The USD/THB exchange rate closed on Friday at 33.65 baht per dollar, unchanged for the week. The 10-year Thailand Government bond yield tumbled 4.5% for the week to close at 2.97% on Friday. For more than six weeks, the yield spread between the U.S. 10-Year Treasury, yielding at 2.261%, and the Thailand 10-Year Government bond, seems to be pegged between 0.70% and 0.72%. The SET managed to close at 1491.46 on Friday, down 1.11% for the week.
From our technical viewpoint, the SET broke out of the falling wedge last week, but was unable to break through the 100-day SMA at 1,518.33, and the trendline resistance.

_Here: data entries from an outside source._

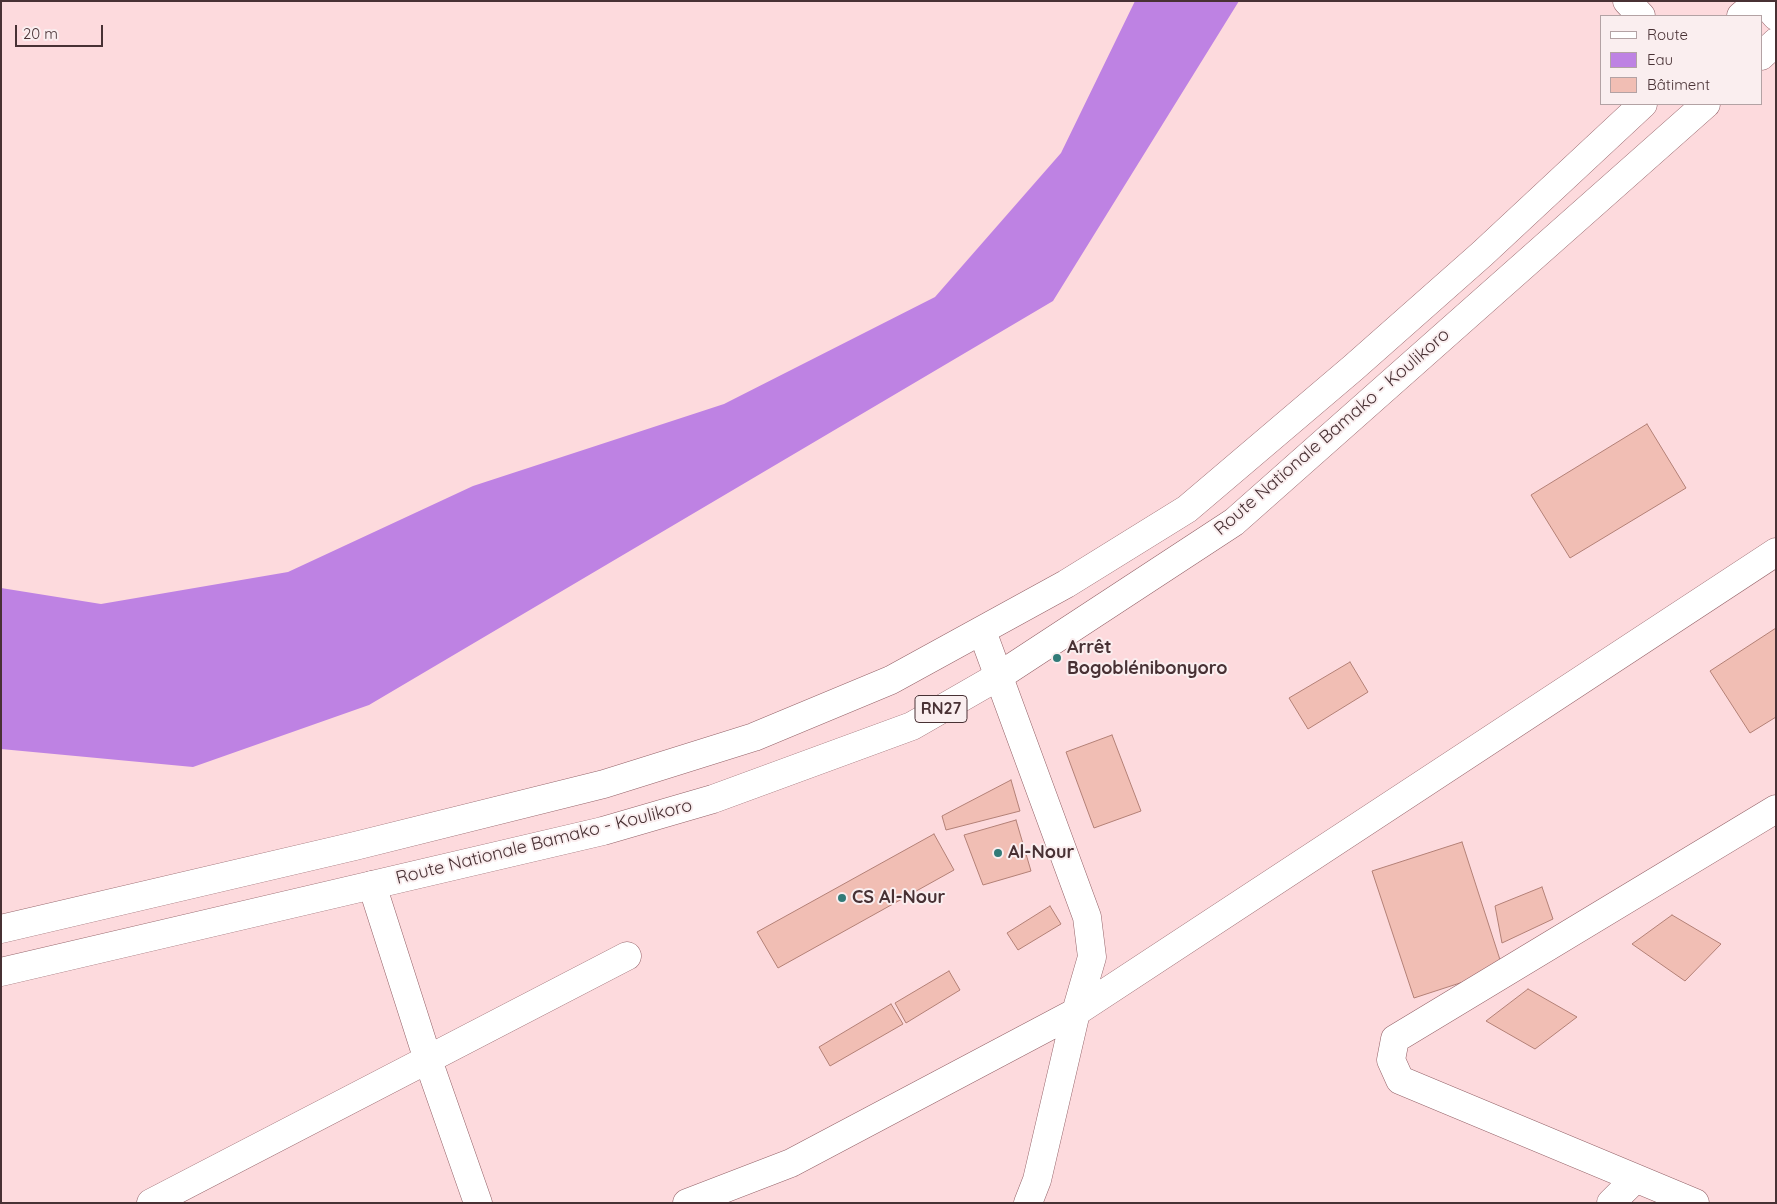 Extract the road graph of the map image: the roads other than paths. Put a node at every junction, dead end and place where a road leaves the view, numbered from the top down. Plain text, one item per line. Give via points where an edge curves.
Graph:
1 (1627, 1) edge
2 (1759, 1) edge
3 (1763, 1) edge
4 (1640, 15) edge
5 (1742, 15) edge
6 (1776, 16) edge
7 (1776, 42) edge
8 (1762, 55) edge
9 (1642, 105) edge
10 (1705, 105) edge
11 (1776, 552) edge
12 (982, 631) junction
13 (999, 676) junction
14 (1776, 809) edge
15 (372, 885) junction
16 (1, 929) edge
17 (627, 956) dead end
18 (1, 972) edge
19 (1076, 1012) junction
20 (428, 1060) junction
21 (1635, 1179) junction
22 (151, 1203) edge
23 (478, 1203) edge
24 (687, 1203) edge
25 (1028, 1203) edge
26 (1611, 1203) edge
27 (1695, 1203) edge

1 - 4 main road
2 - 5 main road
3 - 6 main road
7 - 8 main road
9 - 12 main road, Route Nationale Bamako - Koulikoro / RN27 via 1482,254 1187,509 1066,584
10 - 13 main road, Route Nationale Bamako - Koulikoro / RN27 via 1234,522
11 - 19 main road
12 - 13 main road
12 - 16 main road, Route Nationale Bamako - Koulikoro / RN27 via 891,680 754,737 604,784
13 - 15 main road, Route Nationale Bamako - Koulikoro / RN27 via 912,726 714,800 603,832
13 - 19 main road via 1088,917 1092,957
14 - 21 main road via 1395,1039 1391,1060 1400,1080
15 - 18 main road, Route Nationale Bamako - Koulikoro / RN27
15 - 20 main road
17 - 20 main road
19 - 24 main road via 791,1163
19 - 25 main road via 1038,1180
20 - 22 main road
20 - 23 main road
21 - 26 main road
21 - 27 main road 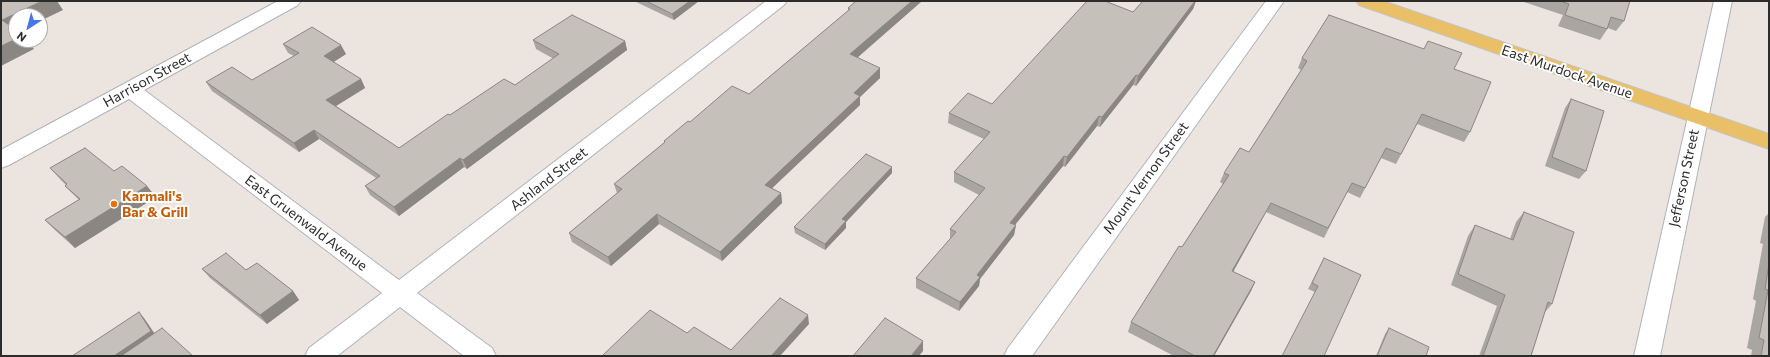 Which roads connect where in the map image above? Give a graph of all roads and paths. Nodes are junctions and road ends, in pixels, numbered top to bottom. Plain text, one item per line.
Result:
1 (292, 1) edge
2 (778, 1) edge
3 (1275, 1) edge
4 (1365, 1) edge
5 (1723, 1) edge
6 (130, 90) junction
7 (1697, 117) junction
8 (1769, 142) edge
9 (1, 160) edge
10 (400, 294) junction
11 (318, 356) edge
12 (482, 356) edge
13 (1016, 356) edge
14 (1647, 356) edge

1 - 6 street, Harrison Street
2 - 10 street, Ashland Street
3 - 13 street, Mount Vernon Street
4 - 7 main road, East Murdock Avenue
5 - 7 street, Jefferson Street
6 - 9 street, Harrison Street
6 - 10 street, East Gruenwald Avenue
7 - 8 main road, East Murdock Avenue
7 - 14 street, Jefferson Street
10 - 11 street, Ashland Street
10 - 12 street, East Gruenwald Avenue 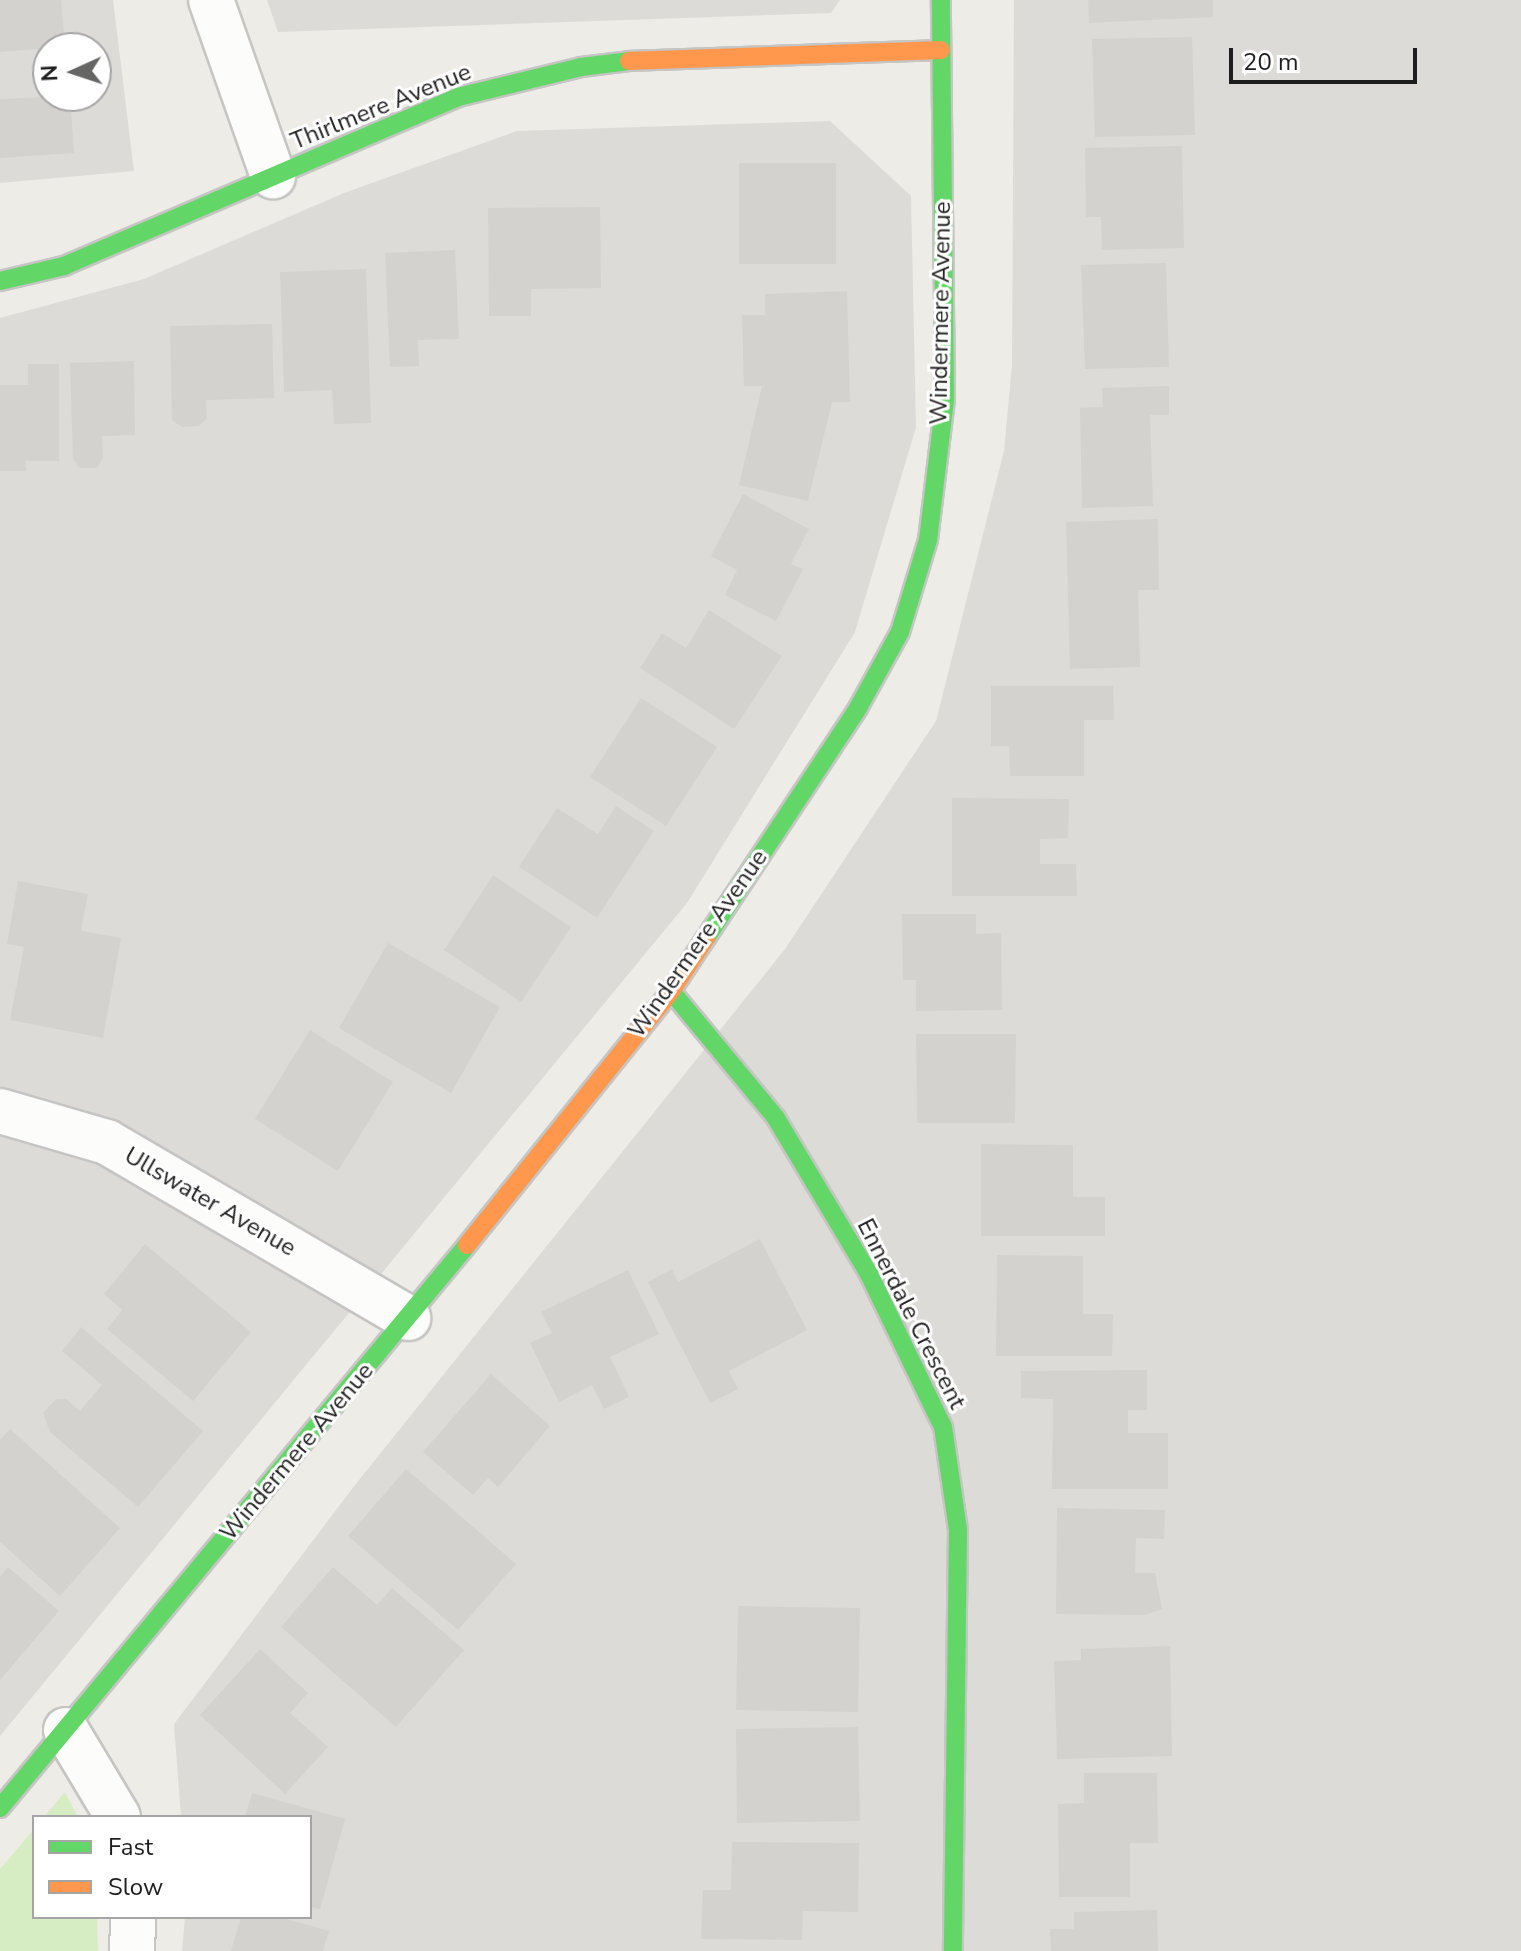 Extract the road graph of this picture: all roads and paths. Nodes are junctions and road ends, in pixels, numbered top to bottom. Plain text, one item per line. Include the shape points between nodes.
1 (211, 0) edge
2 (941, 0) edge
3 (941, 50) junction
4 (273, 176) junction
5 (0, 281) edge
6 (671, 991) junction
7 (0, 1111) edge
8 (408, 1318) junction
9 (66, 1730) junction
10 (0, 1808) edge
11 (117, 1815) edge
12 (133, 1919) edge
13 (132, 1951) edge
14 (953, 1951) edge

1 - 4 street
2 - 3 street, Windermere Avenue
3 - 4 street, Thirlmere Avenue via 674,56 581,67 458,97
3 - 6 street, Windermere Avenue via 945,400 928,540 900,632 858,708
4 - 5 street, Thirlmere Avenue via 64,266
6 - 8 street, Windermere Avenue
6 - 14 street, Ennerdale Crescent via 776,1118 869,1274 943,1427 958,1530
7 - 8 street, Ullswater Avenue via 107,1142
8 - 9 street, Windermere Avenue
9 - 10 street, Windermere Avenue
9 - 11 street
12 - 13 street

The SET pulled back and bounced off the trendline supports. The concern is that the SET is moving in a bearish lower high (L-H) chart pattern since it peaked in February, meaning every high is lower than the previous high while every low is lower than the previous low. This lower high chart pattern signals a bearish downtrend, unless the SET is able to close above the H4 level, or 1,518.44.
The SET head resistances are the 100-day SMA at 1,518.33, 38.2% Fibonacci retracement at 1,526.66, and the trendline resistance at the 1,530 level. In the case of a further pullback, there is a trendline support at the 1,480 level. Again, all bets are off if the SET drops below 1,469.11, or 61.8% Fibonacci
retracement.
The headline risks for next week are MERS and the Greek debt crisis. Let’s wait and see how the Thailand authorities will deal with MERS next week. We expect that they will announce some type of plan to contain public fear, as fear could spread faster than the disease itself.
The Greek debt crisis is now in full-blown mode. Greece needs the funds to make a €1.5 billion repayment to the International Monetary Fund by June 30. On Friday, the ECB approved an increase of €1.75 billion in emergency loans to keep Greece’s banking system afloat.
There will be an EU leaders emergency summit in Brussels on Monday, June 22 after talks between EU finance ministers in Luxembourg on Thursday, failed to bridge the gap between Greece’s leftist government and its lenders. This could be the last ditch attempt to save Greece from falling into a default. Some eurozone officials believe Greek Prime Minister Alexis Tsipras may want to strike a deal at the summit.